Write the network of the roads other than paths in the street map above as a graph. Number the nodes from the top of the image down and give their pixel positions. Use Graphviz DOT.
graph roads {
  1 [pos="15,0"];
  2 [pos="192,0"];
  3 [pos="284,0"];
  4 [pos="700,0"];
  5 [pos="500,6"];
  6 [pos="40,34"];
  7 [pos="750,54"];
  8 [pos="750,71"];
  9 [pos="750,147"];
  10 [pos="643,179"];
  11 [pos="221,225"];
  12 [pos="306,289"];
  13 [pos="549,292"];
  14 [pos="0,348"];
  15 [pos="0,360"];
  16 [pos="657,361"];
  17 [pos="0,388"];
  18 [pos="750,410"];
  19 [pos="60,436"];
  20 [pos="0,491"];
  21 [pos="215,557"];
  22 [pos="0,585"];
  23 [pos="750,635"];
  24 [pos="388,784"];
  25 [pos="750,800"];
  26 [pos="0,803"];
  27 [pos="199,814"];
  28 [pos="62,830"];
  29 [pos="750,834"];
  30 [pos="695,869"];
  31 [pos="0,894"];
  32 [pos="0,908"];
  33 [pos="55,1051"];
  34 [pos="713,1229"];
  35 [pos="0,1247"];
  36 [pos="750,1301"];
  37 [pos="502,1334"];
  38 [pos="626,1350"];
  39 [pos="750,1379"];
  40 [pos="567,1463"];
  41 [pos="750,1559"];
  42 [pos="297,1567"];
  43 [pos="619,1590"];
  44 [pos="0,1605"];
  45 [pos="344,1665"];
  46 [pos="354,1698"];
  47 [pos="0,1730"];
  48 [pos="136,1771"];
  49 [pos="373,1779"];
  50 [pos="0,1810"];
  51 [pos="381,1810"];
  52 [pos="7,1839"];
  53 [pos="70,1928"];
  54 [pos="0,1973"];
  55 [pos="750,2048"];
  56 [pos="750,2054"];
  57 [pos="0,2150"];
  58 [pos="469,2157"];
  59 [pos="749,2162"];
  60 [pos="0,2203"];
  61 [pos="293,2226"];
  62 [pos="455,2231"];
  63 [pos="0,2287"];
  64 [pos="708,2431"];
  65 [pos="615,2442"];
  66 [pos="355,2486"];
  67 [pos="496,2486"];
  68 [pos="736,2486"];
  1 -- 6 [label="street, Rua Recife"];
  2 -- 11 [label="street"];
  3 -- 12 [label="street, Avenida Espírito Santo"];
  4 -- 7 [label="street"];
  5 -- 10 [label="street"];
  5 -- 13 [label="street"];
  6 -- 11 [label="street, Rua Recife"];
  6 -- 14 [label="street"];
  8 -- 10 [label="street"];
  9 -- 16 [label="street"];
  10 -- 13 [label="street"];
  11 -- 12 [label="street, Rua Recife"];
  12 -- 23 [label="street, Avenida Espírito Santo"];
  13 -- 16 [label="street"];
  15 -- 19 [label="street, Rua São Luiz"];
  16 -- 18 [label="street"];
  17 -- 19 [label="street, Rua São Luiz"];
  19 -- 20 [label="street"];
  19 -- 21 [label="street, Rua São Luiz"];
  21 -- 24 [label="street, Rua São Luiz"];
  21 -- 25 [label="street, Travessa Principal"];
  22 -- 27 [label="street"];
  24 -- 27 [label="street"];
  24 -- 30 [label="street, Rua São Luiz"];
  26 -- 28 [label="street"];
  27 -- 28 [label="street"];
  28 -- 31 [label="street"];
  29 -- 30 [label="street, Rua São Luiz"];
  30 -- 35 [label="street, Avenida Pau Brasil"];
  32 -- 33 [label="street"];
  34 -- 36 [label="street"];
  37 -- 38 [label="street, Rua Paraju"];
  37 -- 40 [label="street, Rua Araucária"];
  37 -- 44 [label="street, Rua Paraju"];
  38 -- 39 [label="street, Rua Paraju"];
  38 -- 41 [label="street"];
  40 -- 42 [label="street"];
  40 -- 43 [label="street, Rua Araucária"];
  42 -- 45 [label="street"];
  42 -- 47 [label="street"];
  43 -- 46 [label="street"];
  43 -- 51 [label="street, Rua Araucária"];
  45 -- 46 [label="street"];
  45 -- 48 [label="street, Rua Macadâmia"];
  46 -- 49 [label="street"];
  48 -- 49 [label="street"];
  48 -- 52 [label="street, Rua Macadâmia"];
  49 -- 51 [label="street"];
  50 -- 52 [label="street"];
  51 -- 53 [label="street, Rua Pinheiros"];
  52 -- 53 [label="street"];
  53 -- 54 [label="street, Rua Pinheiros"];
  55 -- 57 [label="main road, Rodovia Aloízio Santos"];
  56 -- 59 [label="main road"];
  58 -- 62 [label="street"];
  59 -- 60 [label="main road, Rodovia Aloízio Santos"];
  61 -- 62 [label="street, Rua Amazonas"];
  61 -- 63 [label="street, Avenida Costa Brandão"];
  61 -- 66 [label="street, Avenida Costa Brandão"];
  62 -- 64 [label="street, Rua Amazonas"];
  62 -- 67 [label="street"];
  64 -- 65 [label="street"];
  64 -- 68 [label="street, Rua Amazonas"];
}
........
■ Problem to solve
With nothing left out, transcribe the records above exactly.

■ Response
Write the network of the roads other than paths in the street map above as a graph. Number the nodes from the top of the image down and give their pixel positions. Use Graphviz DOT.
graph roads {
  1 [pos="15,0"];
  2 [pos="192,0"];
  3 [pos="284,0"];
  4 [pos="700,0"];
  5 [pos="500,6"];
  6 [pos="40,34"];
  7 [pos="750,54"];
  8 [pos="750,71"];
  9 [pos="750,147"];
  10 [pos="643,179"];
  11 [pos="221,225"];
  12 [pos="306,289"];
  13 [pos="549,292"];
  14 [pos="0,348"];
  15 [pos="0,360"];
  16 [pos="657,361"];
  17 [pos="0,388"];
  18 [pos="750,410"];
  19 [pos="60,436"];
  20 [pos="0,491"];
  21 [pos="215,557"];
  22 [pos="0,585"];
  23 [pos="750,635"];
  24 [pos="388,784"];
  25 [pos="750,800"];
  26 [pos="0,803"];
  27 [pos="199,814"];
  28 [pos="62,830"];
  29 [pos="750,834"];
  30 [pos="695,869"];
  31 [pos="0,894"];
  32 [pos="0,908"];
  33 [pos="55,1051"];
  34 [pos="713,1229"];
  35 [pos="0,1247"];
  36 [pos="750,1301"];
  37 [pos="502,1334"];
  38 [pos="626,1350"];
  39 [pos="750,1379"];
  40 [pos="567,1463"];
  41 [pos="750,1559"];
  42 [pos="297,1567"];
  43 [pos="619,1590"];
  44 [pos="0,1605"];
  45 [pos="344,1665"];
  46 [pos="354,1698"];
  47 [pos="0,1730"];
  48 [pos="136,1771"];
  49 [pos="373,1779"];
  50 [pos="0,1810"];
  51 [pos="381,1810"];
  52 [pos="7,1839"];
  53 [pos="70,1928"];
  54 [pos="0,1973"];
  55 [pos="750,2048"];
  56 [pos="750,2054"];
  57 [pos="0,2150"];
  58 [pos="469,2157"];
  59 [pos="749,2162"];
  60 [pos="0,2203"];
  61 [pos="293,2226"];
  62 [pos="455,2231"];
  63 [pos="0,2287"];
  64 [pos="708,2431"];
  65 [pos="615,2442"];
  66 [pos="355,2486"];
  67 [pos="496,2486"];
  68 [pos="736,2486"];
  1 -- 6 [label="street, Rua Recife"];
  2 -- 11 [label="street"];
  3 -- 12 [label="street, Avenida Espírito Santo"];
  4 -- 7 [label="street"];
  5 -- 10 [label="street"];
  5 -- 13 [label="street"];
  6 -- 11 [label="street, Rua Recife"];
  6 -- 14 [label="street"];
  8 -- 10 [label="street"];
  9 -- 16 [label="street"];
  10 -- 13 [label="street"];
  11 -- 12 [label="street, Rua Recife"];
  12 -- 23 [label="street, Avenida Espírito Santo"];
  13 -- 16 [label="street"];
  15 -- 19 [label="street, Rua São Luiz"];
  16 -- 18 [label="street"];
  17 -- 19 [label="street, Rua São Luiz"];
  19 -- 20 [label="street"];
  19 -- 21 [label="street, Rua São Luiz"];
  21 -- 24 [label="street, Rua São Luiz"];
  21 -- 25 [label="street, Travessa Principal"];
  22 -- 27 [label="street"];
  24 -- 27 [label="street"];
  24 -- 30 [label="street, Rua São Luiz"];
  26 -- 28 [label="street"];
  27 -- 28 [label="street"];
  28 -- 31 [label="street"];
  29 -- 30 [label="street, Rua São Luiz"];
  30 -- 35 [label="street, Avenida Pau Brasil"];
  32 -- 33 [label="street"];
  34 -- 36 [label="street"];
  37 -- 38 [label="street, Rua Paraju"];
  37 -- 40 [label="street, Rua Araucária"];
  37 -- 44 [label="street, Rua Paraju"];
  38 -- 39 [label="street, Rua Paraju"];
  38 -- 41 [label="street"];
  40 -- 42 [label="street"];
  40 -- 43 [label="street, Rua Araucária"];
  42 -- 45 [label="street"];
  42 -- 47 [label="street"];
  43 -- 46 [label="street"];
  43 -- 51 [label="street, Rua Araucária"];
  45 -- 46 [label="street"];
  45 -- 48 [label="street, Rua Macadâmia"];
  46 -- 49 [label="street"];
  48 -- 49 [label="street"];
  48 -- 52 [label="street, Rua Macadâmia"];
  49 -- 51 [label="street"];
  50 -- 52 [label="street"];
  51 -- 53 [label="street, Rua Pinheiros"];
  52 -- 53 [label="street"];
  53 -- 54 [label="street, Rua Pinheiros"];
  55 -- 57 [label="main road, Rodovia Aloízio Santos"];
  56 -- 59 [label="main road"];
  58 -- 62 [label="street"];
  59 -- 60 [label="main road, Rodovia Aloízio Santos"];
  61 -- 62 [label="street, Rua Amazonas"];
  61 -- 63 [label="street, Avenida Costa Brandão"];
  61 -- 66 [label="street, Avenida Costa Brandão"];
  62 -- 64 [label="street, Rua Amazonas"];
  62 -- 67 [label="street"];
  64 -- 65 [label="street"];
  64 -- 68 [label="street, Rua Amazonas"];
}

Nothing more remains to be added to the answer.